* WHAT THE EXERCISE ASKS *
Your answer should be the lines of the material that include the word "Julio".

* RECORDED DATA *
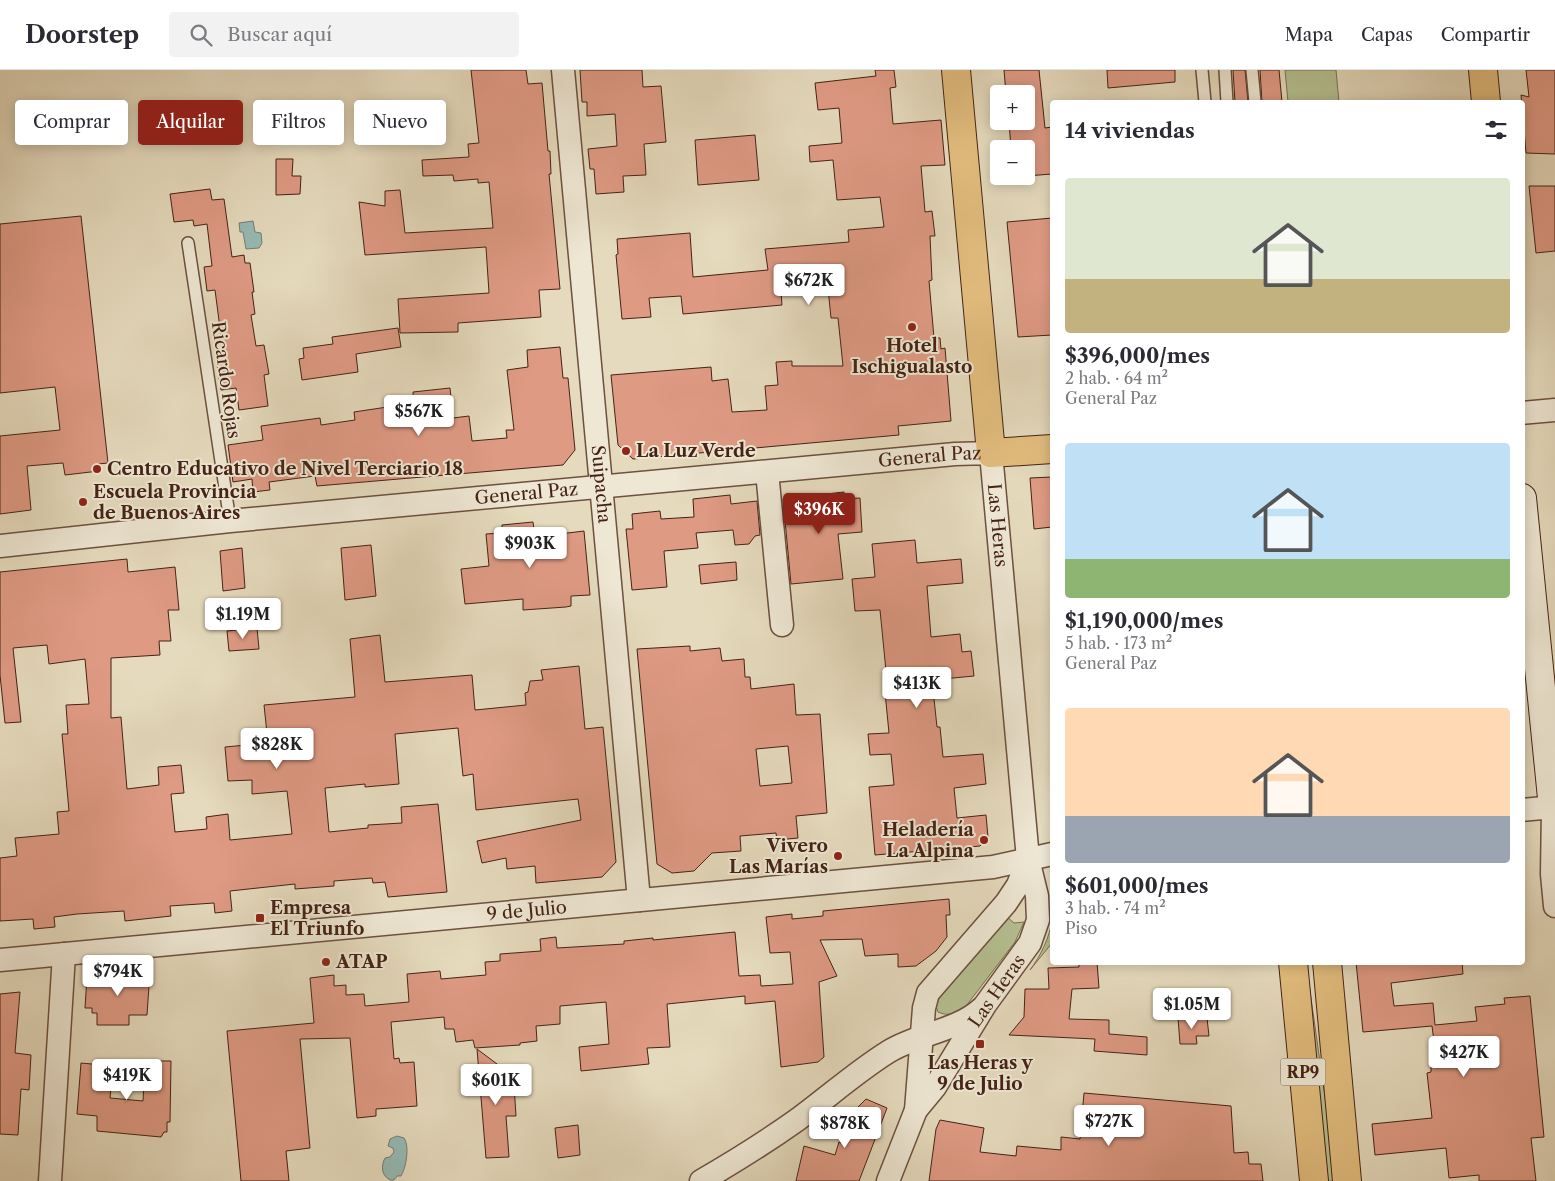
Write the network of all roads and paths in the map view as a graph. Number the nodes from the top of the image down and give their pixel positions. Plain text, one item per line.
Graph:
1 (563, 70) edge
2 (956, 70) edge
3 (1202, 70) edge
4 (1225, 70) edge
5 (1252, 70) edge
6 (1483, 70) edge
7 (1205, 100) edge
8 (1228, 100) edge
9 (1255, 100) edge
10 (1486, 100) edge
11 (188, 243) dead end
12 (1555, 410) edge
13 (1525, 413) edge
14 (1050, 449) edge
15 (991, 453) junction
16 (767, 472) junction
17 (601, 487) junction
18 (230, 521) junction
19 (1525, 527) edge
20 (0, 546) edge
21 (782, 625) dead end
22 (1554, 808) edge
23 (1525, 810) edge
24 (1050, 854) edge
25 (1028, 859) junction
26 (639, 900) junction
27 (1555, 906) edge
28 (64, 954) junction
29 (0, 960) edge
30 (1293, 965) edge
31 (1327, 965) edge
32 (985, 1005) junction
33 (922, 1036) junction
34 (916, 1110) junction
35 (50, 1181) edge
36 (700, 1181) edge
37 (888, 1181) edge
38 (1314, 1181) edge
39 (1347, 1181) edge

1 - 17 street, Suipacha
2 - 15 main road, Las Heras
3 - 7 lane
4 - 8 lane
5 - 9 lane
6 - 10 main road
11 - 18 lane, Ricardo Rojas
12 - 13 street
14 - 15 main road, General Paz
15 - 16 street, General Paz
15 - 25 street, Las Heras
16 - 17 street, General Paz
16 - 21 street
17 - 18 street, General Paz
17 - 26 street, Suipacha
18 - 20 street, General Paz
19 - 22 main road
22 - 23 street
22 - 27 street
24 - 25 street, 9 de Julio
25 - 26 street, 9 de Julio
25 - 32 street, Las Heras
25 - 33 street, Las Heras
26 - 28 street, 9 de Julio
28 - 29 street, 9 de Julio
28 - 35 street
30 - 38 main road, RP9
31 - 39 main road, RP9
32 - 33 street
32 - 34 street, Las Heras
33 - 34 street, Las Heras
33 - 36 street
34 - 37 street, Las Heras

==

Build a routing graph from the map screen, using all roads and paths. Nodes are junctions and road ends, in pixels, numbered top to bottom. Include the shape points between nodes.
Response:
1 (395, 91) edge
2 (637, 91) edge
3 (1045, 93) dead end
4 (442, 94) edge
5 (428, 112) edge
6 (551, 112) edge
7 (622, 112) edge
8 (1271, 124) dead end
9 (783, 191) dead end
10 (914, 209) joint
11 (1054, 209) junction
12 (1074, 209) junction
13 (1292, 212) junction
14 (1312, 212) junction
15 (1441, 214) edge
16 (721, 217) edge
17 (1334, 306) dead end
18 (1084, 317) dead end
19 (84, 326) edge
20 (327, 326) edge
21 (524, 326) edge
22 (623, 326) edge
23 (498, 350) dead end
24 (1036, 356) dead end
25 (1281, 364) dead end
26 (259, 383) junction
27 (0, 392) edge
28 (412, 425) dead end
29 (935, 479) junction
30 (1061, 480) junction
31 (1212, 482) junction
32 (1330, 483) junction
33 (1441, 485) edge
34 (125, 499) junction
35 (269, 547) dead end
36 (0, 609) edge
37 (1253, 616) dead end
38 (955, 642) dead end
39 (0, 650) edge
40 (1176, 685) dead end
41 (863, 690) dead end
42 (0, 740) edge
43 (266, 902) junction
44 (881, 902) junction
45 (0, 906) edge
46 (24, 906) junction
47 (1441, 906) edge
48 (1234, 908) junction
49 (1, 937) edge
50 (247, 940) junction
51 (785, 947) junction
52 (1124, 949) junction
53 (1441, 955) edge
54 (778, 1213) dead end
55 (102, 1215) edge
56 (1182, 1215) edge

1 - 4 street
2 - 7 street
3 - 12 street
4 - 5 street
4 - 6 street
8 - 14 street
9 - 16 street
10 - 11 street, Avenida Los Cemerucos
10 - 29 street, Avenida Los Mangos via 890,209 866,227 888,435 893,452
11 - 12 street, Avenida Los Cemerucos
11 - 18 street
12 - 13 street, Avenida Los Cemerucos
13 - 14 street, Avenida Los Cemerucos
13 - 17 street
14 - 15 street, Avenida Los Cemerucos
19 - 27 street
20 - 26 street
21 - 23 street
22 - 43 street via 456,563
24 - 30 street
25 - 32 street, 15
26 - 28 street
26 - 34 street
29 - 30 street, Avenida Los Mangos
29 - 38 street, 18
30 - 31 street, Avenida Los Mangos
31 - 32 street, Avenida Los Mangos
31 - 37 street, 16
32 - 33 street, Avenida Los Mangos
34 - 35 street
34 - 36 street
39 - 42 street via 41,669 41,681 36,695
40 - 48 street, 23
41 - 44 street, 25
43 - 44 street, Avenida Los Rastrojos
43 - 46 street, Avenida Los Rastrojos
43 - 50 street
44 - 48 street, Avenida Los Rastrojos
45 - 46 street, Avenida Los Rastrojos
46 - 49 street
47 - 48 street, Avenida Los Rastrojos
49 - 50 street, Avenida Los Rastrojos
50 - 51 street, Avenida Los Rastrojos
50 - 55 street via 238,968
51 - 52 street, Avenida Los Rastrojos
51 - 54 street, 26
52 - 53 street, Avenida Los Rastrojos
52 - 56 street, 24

* RESPONSE BOX *
24 - 25 street, 9 de Julio
25 - 26 street, 9 de Julio
26 - 28 street, 9 de Julio
28 - 29 street, 9 de Julio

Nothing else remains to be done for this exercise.